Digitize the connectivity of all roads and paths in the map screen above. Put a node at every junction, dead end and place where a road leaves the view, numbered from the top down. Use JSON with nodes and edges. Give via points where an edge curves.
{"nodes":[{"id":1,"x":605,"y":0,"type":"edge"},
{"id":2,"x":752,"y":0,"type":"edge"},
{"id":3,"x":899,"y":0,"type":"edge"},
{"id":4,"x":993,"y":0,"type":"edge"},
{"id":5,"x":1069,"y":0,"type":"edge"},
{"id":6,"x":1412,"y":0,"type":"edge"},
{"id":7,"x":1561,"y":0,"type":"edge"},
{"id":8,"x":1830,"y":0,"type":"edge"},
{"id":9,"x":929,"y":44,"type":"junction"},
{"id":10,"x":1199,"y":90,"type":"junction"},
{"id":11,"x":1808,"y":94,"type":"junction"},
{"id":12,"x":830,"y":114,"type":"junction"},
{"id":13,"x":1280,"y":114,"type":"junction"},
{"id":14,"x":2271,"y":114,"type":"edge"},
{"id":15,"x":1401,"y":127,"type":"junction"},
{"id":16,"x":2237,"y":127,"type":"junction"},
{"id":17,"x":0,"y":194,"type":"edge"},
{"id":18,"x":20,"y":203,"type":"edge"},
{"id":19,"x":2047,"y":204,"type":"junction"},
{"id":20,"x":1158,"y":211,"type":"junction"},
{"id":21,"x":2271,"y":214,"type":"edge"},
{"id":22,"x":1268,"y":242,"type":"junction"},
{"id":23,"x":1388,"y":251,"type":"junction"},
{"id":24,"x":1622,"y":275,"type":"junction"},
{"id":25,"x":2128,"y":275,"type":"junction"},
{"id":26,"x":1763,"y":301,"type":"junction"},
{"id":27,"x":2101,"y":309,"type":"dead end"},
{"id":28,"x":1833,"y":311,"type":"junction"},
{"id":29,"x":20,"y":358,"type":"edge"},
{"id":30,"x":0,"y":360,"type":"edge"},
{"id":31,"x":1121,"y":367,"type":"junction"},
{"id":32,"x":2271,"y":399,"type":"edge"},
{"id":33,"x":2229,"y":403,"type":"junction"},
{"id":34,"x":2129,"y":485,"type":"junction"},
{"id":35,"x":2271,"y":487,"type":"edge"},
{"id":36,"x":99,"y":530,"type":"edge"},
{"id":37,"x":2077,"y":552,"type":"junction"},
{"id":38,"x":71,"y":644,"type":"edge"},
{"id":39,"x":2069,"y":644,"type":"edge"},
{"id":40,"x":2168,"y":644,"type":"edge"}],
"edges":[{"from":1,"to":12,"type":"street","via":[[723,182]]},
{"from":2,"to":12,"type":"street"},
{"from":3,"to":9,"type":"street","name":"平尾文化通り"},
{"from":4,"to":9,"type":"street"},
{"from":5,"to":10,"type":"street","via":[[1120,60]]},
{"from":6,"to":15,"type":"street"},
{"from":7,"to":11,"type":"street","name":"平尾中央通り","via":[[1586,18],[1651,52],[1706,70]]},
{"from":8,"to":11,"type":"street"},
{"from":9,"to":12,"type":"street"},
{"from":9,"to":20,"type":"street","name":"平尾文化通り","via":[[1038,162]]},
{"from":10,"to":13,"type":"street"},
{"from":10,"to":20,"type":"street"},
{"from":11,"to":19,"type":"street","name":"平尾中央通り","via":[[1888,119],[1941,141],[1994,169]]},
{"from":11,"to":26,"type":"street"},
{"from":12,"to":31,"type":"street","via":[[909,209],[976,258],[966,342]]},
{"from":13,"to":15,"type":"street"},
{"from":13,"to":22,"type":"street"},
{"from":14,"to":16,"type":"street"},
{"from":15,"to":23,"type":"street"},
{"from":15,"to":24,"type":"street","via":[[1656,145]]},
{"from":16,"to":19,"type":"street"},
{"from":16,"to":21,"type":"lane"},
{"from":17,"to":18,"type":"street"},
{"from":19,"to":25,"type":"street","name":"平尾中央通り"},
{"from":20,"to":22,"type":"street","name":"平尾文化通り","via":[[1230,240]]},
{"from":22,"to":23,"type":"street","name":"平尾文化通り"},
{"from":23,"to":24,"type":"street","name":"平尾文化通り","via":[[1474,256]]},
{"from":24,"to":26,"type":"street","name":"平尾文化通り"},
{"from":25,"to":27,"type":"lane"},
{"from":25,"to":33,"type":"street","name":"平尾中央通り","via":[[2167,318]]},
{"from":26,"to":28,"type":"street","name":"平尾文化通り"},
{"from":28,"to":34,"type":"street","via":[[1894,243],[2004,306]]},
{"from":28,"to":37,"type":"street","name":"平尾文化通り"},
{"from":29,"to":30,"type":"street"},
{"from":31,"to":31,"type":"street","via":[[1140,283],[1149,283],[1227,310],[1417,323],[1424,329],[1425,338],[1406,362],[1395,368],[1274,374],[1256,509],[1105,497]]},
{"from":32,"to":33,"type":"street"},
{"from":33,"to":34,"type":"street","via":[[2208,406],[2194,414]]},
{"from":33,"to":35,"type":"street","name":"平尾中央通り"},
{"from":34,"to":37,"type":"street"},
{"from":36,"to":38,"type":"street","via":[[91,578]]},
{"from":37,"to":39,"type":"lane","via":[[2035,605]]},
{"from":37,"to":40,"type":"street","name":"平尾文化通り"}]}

Action item:
Copy out each line of the material that holds the word "edges".

Answer section:
Digitize the connectivity of all roads and paths in the map screen above. Put a node at every junction, dead end and place where a road leaves the view, numbered from the top down. Use JSON with nodes and edges. Give via points where an edge curves.
"edges":[{"from":1,"to":12,"type":"street","via":[[723,182]]},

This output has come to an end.